Since they’re trying to create a real-world environment, many of the problems we have in the real-world are happening too. For instance, music file sharing is a concern in the virtual world – at least the recording industry seems to think so. When you set up your new life, you can have music streaming that visitors hear when they see you. Linden Labs says that it is the user’s job to take care of licensing, and they don’t pay any royalties.
“The next aspect of real life to become part of Second Life could be the all-too-real prospect of an RIAA crackdown on unauthorized music, although labels could face difficulty in proving that Linden Labs has any culpability,” said blogger Eliot Van Buskirk.
They say only two things in life are certain: death and taxes, and it is no different on SL’s virtual life.

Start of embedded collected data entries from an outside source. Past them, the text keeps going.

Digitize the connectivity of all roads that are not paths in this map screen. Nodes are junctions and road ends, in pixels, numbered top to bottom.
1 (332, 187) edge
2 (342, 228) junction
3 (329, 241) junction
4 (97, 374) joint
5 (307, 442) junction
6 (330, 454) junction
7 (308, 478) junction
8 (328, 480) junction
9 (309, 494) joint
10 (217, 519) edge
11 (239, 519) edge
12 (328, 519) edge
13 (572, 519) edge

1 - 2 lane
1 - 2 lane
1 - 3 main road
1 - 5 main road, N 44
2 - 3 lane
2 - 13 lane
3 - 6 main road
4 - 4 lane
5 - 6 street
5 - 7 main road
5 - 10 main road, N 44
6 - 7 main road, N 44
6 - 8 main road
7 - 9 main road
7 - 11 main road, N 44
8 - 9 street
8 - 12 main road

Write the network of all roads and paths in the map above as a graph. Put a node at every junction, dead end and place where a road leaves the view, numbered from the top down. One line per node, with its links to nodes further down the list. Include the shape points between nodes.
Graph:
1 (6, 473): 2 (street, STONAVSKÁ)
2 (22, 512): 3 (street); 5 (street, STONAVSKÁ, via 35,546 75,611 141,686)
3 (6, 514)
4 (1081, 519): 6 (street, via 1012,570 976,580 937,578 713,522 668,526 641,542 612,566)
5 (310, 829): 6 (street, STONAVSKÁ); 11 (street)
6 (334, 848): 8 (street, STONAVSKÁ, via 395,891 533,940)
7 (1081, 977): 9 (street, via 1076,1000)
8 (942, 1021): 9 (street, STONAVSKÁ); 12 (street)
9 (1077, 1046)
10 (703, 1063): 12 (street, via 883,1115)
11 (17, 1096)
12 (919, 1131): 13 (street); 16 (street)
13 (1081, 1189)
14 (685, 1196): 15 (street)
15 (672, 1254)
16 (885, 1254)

Well, I’m not sure if you can die, but the government definitely wants their piece of the 3-D pie.
“…gamers and game academics have long been waiting for this moment to happen, when the government finally realized that thousands of people were making some or all of their real life living from the buying and selling of virtual currency, “power-leveled” characters, and other goods and services that make life in an alternate online world worth living,” said blogger Wagner James Au.
Now I just have to figure out how to play so I can set up uShip in the virtual word – if people are buying virtual real estate, they are going to have to move their virtual goods… I see a new business plan brewing!!!!